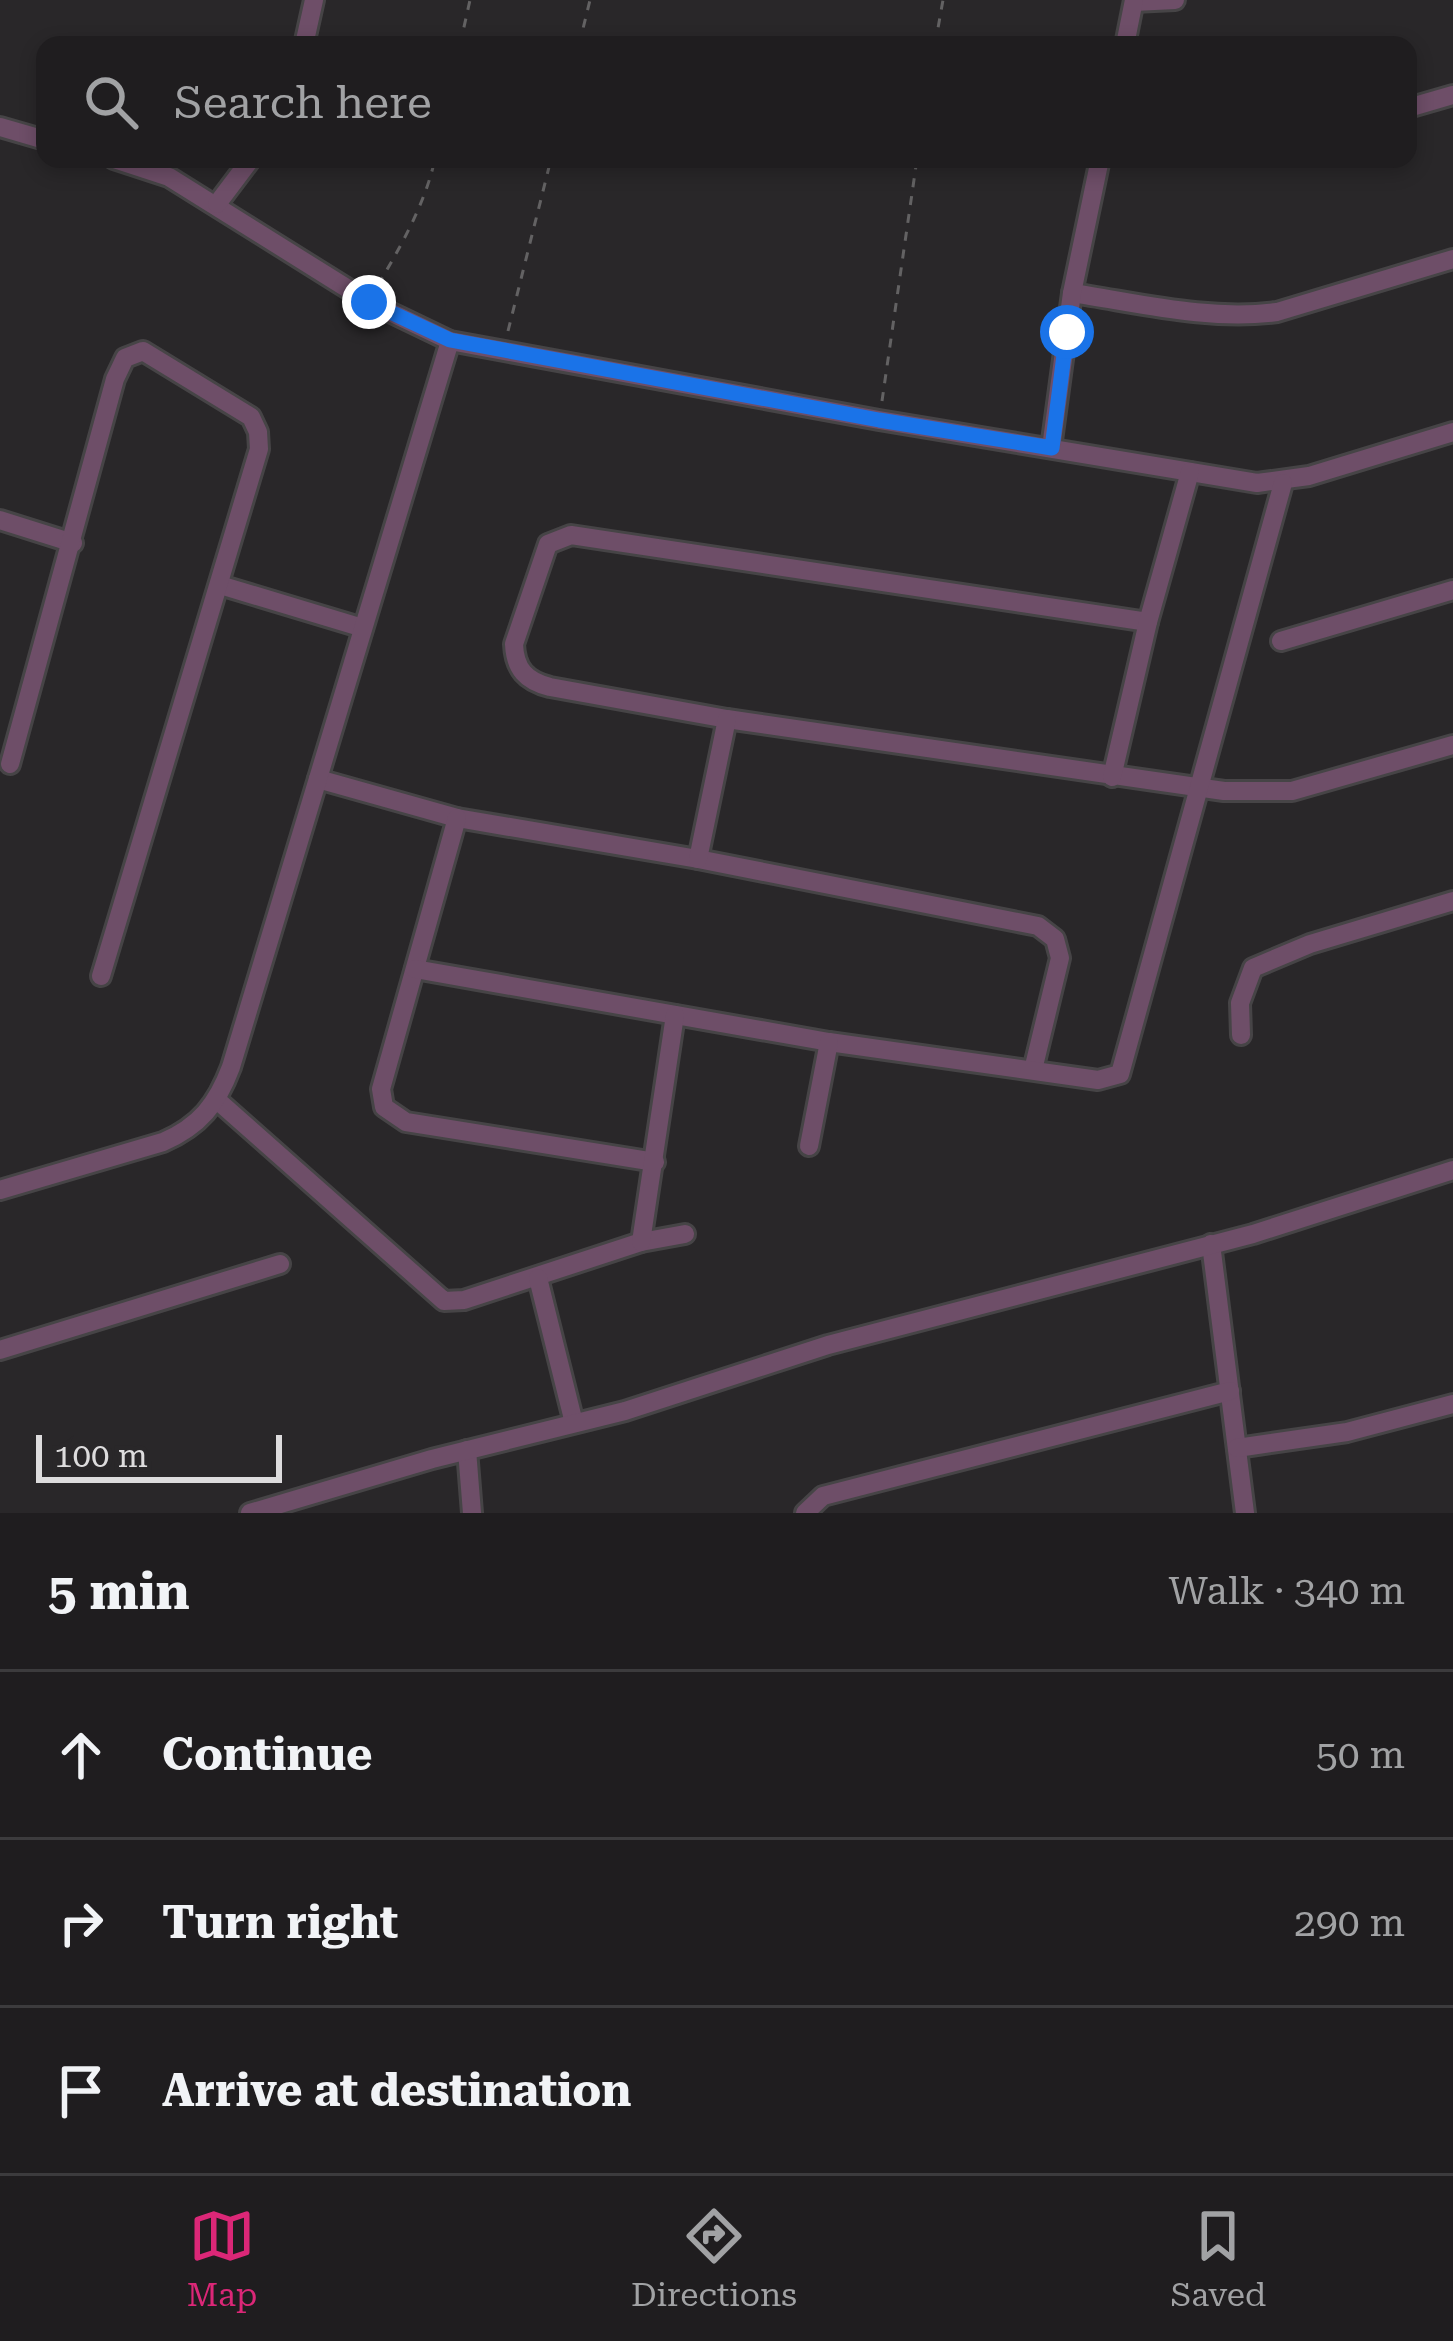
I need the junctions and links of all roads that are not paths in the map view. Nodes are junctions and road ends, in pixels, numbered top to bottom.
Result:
1 (314, 0) edge
2 (1175, 0) edge
3 (1134, 1) edge
4 (306, 36) edge
5 (1127, 36) edge
6 (1453, 94) edge
7 (1417, 105) edge
8 (0, 127) edge
9 (36, 137) edge
10 (142, 168) edge
11 (244, 168) edge
12 (1098, 168) edge
13 (217, 204) junction
14 (1453, 259) edge
15 (1072, 293) junction
16 (450, 340) junction
17 (1453, 432) edge
18 (1052, 448) junction
19 (1190, 472) junction
20 (1283, 483) junction
21 (0, 520) edge
22 (73, 543) junction
23 (220, 585) junction
24 (1453, 590) edge
25 (1148, 622) junction
26 (363, 628) junction
27 (1281, 641) dead end
28 (728, 719) junction
29 (1453, 745) edge
30 (10, 764) dead end
31 (1112, 778) junction
32 (318, 779) junction
33 (1199, 788) junction
34 (458, 818) junction
35 (698, 859) junction
36 (1453, 901) edge
37 (415, 969) junction
38 (101, 976) dead end
39 (676, 1015) junction
40 (1241, 1035) dead end
41 (829, 1042) junction
42 (1033, 1070) junction
43 (217, 1100) junction
44 (809, 1146) dead end
45 (655, 1162) junction
46 (1453, 1170) edge
47 (0, 1190) edge
48 (685, 1234) dead end
49 (641, 1242) junction
50 (1211, 1244) junction
51 (280, 1264) dead end
52 (538, 1278) junction
53 (0, 1350) edge
54 (1230, 1391) junction
55 (1453, 1404) edge
56 (574, 1423) junction
57 (1237, 1448) junction
58 (467, 1450) junction
59 (252, 1513) edge
60 (472, 1513) edge
61 (805, 1513) edge
62 (1245, 1513) edge

1 - 4 street
2 - 3 street
3 - 5 street
6 - 7 street
8 - 9 street
10 - 13 street
11 - 13 street
12 - 15 street
13 - 16 street
14 - 15 street
15 - 18 street
16 - 18 street
16 - 26 street
17 - 20 street
18 - 19 street
19 - 20 street
19 - 25 street
20 - 33 street
21 - 22 street
22 - 23 street
22 - 30 street
23 - 26 street
23 - 38 street
24 - 27 street
25 - 28 street
25 - 31 street
26 - 32 street
28 - 31 street
28 - 35 street
29 - 33 street
31 - 33 street
32 - 34 street
32 - 43 street
33 - 42 street
34 - 35 street
34 - 37 street
35 - 42 street
36 - 40 street
37 - 39 street
37 - 45 street
39 - 41 street
39 - 45 street
41 - 42 street
41 - 44 street
43 - 47 street
43 - 52 street
45 - 49 street
46 - 50 street
48 - 49 street
49 - 52 street
50 - 54 street
50 - 56 street
51 - 53 street
52 - 56 street
54 - 57 street
54 - 61 street
55 - 57 street
56 - 58 street
57 - 62 street
58 - 59 street
58 - 60 street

**What this task involves**.
Select all lines with the word "dead" from the entries above.

**Result of the task**.
27 (1281, 641) dead end
30 (10, 764) dead end
38 (101, 976) dead end
40 (1241, 1035) dead end
44 (809, 1146) dead end
48 (685, 1234) dead end
51 (280, 1264) dead end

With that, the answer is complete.